As Andy Griffith continued, he said that the prediction was silly because the Earth is always changing. And furthermore, the planet “got to look the way it does now through earthquakes and volcanos and change and wind and water and all that business and storms.”
So it didn’t make sense to believe that the natural process would destroy all life. And the actor said that like Earth, people have also been changing throughout history.
“Our human nature has changed,” he concluded. “And we will continue to change. And hopefully, we’re changing for the better all the time. Wouldn’t you think so?”
Andy Griffith was Determined to Make ‘Matlock’ Funnier than ‘Perry Mason’

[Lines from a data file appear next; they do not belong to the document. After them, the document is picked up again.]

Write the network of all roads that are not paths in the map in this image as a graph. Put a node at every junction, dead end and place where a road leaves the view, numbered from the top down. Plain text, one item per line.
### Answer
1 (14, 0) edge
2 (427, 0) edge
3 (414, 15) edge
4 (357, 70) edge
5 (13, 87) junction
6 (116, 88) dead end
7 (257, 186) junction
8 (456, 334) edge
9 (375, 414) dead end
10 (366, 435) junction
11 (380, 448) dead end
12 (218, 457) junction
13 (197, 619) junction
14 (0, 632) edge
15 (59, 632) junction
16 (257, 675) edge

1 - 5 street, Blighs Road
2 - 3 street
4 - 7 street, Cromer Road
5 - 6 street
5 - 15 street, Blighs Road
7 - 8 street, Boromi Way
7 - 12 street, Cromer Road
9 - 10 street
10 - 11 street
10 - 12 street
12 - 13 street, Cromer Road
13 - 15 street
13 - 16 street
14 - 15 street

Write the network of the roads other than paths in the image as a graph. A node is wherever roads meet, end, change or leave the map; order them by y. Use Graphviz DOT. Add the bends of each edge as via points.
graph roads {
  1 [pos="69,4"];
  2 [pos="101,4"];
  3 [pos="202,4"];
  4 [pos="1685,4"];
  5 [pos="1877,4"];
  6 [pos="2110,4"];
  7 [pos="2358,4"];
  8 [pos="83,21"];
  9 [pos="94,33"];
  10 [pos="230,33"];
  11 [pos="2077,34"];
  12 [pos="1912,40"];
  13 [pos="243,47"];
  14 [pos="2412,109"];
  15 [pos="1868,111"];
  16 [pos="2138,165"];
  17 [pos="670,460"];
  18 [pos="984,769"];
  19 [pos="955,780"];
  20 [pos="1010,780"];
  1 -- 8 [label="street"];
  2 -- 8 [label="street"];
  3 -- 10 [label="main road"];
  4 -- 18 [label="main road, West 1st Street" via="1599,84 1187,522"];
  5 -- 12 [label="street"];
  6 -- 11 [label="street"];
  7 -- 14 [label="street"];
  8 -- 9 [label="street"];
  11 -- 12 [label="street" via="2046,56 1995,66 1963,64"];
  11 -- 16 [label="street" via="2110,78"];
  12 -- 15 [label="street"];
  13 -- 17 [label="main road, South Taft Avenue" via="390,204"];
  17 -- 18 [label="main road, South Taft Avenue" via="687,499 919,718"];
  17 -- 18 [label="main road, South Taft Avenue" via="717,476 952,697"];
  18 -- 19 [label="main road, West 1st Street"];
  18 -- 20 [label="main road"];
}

When Andy Griffith set out with his now-famous courtroom drama Matlock, he was determined to add a comedic flair to the script.
Though he played a lawyer, Griffith wasn’t too concerned about his actual profession. “I knew that somebody else was there to look after the law part,” Griffith told MeTV. “I just wanted it to be entertaining within that framework.”
So Andy, who has a comedic background, made it his mission to make audiences laugh. And he did so famously.
“I would orchestrate those fights often,” he revealed. “I would get myself thrown out of the courtroom. Put in jail. Because it was funny. Hot dogs. This character loved hot dogs. That’s funny.”
Most of us at Outsider agree that Griffith managed to beat out Perry Mason with laughs, but you can judge for yourselves. Reruns of both the classic series air on channels throughout the country—just check your local listings.